LifeStance Health Group Added to S&P SmallCap 600 Index, Replacing Golden Entertainment

LFST
April 28, 2026

LifeStance Health Group (LFST) will be added to the S&P SmallCap 600 index effective prior to the opening of trading on Friday, May 1 2026, replacing Golden Entertainment (GDEN). The change follows Golden’s pending acquisition by VICI Properties and Blake Sartini, which triggered its removal from the index.

The inclusion places LifeStance among the 600 largest small‑cap U.S. equities tracked by S&P Dow Jones Indices, a move that typically increases institutional exposure and trading volume as index‑tracking funds and passive investors adjust their portfolios to match the new composition.

LifeStance’s recent financial performance underpins the index addition. In the fourth quarter of 2025, the company generated $382.2 million in revenue, a 17% year‑over‑year increase, and $48.8 million in adjusted EBITDA, up 49% from the prior quarter. Full‑year 2025 revenue totaled $1.424 billion, up 14%, while adjusted EBITDA reached $157.7 million, a 32% rise. The growth was driven by higher visit volumes resulting from net clinician expansion and improved clinician productivity, which together lifted revenue and margin performance.

CEO Dave Bourdon highlighted the company’s momentum, stating, "2025 was an exceptional year for LifeStance and reflects sustained execution across the organization. For the full year, we delivered mid‑teens revenue growth, positive net income, double‑digit Adjusted EBITDA margins and strong cash flow from operations. We closed the year with more than 8,000 clinicians and strong productivity improvement. As we enter 2026, we do so with operating and clinical momentum made possible by the dedication of our employees across the organization."

The company beat expectations on both revenue and earnings. Q4 2025 revenue of $382 million surpassed the consensus estimate of $378.45 million, while earnings per share of $0.01 exceeded the analyst estimate of –$0.01 by $0.02. The revenue beat was largely attributable to robust demand in core behavioral‑health services, while the earnings beat reflected disciplined cost management and the benefit of operating leverage as revenue grew faster than general and administrative expenses.

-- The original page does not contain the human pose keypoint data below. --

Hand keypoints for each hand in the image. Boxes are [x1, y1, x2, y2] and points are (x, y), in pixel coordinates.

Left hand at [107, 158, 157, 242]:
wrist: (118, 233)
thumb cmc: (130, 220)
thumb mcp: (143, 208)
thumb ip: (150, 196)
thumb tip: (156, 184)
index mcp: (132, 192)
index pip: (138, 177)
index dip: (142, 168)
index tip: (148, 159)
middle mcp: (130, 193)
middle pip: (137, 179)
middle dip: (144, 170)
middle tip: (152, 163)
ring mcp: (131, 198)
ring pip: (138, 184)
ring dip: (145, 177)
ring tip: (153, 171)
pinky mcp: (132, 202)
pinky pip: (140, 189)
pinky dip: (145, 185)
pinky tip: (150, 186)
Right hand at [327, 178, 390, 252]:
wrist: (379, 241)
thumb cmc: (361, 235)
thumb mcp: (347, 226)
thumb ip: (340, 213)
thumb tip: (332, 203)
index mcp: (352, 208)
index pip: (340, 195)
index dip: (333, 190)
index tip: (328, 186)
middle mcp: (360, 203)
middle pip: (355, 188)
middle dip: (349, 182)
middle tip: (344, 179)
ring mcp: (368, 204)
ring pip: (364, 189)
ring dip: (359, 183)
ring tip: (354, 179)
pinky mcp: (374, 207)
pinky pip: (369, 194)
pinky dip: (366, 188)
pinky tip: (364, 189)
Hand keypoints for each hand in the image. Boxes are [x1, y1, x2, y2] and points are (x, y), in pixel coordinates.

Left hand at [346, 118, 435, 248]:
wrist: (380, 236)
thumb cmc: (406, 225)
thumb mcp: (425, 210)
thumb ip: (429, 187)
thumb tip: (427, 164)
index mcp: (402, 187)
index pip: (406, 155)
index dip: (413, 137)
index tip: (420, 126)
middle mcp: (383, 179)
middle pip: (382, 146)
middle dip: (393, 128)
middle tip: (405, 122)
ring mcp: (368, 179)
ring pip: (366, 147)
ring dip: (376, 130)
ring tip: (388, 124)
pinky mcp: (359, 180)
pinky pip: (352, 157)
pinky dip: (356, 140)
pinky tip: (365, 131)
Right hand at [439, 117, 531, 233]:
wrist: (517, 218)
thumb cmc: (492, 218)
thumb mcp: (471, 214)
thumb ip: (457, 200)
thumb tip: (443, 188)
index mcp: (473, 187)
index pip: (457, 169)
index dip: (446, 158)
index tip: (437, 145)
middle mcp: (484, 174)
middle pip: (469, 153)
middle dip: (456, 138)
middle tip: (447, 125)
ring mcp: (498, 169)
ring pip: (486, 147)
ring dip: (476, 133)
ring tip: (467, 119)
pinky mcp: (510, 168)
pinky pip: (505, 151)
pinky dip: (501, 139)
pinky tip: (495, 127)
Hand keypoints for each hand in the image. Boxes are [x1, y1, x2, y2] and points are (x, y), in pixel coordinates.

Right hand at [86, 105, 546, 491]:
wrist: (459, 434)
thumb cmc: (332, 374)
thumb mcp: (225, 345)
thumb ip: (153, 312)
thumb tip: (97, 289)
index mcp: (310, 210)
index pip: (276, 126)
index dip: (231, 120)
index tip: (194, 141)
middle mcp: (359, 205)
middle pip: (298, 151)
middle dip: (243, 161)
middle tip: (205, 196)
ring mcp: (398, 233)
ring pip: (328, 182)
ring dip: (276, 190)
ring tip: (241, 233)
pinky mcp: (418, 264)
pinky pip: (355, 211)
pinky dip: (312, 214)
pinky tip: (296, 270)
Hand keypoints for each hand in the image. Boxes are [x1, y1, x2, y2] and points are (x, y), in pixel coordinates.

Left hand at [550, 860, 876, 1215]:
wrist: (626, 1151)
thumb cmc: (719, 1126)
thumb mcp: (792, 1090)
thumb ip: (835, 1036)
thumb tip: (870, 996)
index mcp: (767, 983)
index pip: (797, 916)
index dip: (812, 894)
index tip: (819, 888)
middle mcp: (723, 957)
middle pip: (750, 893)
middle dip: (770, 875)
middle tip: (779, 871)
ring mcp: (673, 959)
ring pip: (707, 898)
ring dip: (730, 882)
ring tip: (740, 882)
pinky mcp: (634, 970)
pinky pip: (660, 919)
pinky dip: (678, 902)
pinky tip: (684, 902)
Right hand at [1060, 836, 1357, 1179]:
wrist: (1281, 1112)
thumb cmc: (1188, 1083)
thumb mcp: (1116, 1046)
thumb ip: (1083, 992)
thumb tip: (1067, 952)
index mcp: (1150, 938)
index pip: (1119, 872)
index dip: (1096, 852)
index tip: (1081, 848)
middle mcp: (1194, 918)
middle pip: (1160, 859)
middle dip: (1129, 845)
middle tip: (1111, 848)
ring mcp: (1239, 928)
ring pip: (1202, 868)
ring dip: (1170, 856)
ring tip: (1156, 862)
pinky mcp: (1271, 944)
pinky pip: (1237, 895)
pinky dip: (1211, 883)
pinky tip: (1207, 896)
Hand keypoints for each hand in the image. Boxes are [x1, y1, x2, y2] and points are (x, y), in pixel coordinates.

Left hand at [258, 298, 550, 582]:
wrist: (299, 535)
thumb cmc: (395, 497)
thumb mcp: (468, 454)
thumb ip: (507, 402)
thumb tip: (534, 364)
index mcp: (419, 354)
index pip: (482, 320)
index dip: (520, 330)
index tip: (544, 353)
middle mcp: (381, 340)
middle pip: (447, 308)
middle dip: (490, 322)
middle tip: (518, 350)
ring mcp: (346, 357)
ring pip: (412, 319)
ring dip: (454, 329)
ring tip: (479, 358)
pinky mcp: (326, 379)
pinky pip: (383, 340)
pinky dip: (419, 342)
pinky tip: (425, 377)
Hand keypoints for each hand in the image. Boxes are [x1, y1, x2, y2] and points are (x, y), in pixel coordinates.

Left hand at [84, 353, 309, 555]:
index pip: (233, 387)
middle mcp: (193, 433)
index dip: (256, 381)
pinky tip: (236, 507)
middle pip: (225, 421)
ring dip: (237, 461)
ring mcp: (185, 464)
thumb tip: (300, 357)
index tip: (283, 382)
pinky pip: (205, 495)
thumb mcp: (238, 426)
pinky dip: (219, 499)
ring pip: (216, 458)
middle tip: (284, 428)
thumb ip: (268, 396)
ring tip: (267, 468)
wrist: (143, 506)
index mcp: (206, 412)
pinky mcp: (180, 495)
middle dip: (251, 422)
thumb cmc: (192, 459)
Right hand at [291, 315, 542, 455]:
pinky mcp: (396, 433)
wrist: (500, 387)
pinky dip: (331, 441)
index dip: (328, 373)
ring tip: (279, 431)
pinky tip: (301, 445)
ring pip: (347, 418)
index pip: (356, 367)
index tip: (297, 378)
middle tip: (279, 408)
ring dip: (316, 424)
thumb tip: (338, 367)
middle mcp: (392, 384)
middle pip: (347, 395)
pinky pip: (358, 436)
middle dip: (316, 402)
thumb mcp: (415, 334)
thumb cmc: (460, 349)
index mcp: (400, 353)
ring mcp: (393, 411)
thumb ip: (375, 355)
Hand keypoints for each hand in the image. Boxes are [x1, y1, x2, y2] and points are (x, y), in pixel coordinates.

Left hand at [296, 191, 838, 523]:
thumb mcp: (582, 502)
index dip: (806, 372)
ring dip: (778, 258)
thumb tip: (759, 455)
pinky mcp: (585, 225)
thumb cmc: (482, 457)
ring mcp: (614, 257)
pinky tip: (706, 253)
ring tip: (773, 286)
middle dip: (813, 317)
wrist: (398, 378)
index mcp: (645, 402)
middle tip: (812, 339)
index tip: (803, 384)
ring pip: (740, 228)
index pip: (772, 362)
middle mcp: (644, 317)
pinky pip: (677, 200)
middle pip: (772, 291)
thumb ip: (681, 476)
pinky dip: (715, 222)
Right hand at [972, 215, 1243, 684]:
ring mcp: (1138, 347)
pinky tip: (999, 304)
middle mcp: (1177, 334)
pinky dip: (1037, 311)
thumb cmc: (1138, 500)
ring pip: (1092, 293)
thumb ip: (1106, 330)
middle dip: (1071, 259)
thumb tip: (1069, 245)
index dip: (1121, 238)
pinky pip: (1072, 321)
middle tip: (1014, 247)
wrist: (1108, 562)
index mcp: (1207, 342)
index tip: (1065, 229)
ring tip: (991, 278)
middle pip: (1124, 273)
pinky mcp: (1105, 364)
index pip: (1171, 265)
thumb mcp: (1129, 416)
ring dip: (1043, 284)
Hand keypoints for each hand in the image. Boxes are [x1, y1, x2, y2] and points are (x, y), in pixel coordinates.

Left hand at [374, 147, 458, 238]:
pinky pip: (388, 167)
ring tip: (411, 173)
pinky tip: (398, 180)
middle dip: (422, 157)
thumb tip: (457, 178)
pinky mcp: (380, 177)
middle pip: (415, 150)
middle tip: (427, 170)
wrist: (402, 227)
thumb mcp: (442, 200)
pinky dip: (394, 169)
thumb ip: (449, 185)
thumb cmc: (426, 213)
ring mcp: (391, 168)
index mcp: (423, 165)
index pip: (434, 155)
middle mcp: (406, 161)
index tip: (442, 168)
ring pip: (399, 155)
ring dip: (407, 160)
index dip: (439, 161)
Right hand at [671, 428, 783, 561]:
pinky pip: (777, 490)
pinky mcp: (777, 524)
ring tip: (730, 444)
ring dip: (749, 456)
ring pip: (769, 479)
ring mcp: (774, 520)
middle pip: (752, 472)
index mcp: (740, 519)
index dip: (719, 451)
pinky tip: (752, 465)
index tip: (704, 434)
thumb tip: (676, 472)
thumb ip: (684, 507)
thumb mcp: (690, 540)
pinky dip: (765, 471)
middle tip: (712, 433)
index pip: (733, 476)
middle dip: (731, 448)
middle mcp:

Analysts anticipate that passive funds will purchase approximately 26 million shares of LifeStance to align with the new index composition, a demand that could support liquidity and trading volume. The market’s reaction to the announcement has been positive, with the company’s shares rising 6% in pre‑market trading on April 28, 2026.

Despite the upside, LifeStance faces headwinds from reimbursement pressure and payer negotiations, which could compress margins if not managed effectively. The company’s strategy to expand specialty services and open new centers in 2026 aims to offset these risks by diversifying revenue streams and enhancing service offerings.

The S&P SmallCap 600 inclusion is a catalyst that is expected to improve LifeStance’s visibility and liquidity, but the company must continue to navigate reimbursement challenges while sustaining its growth trajectory.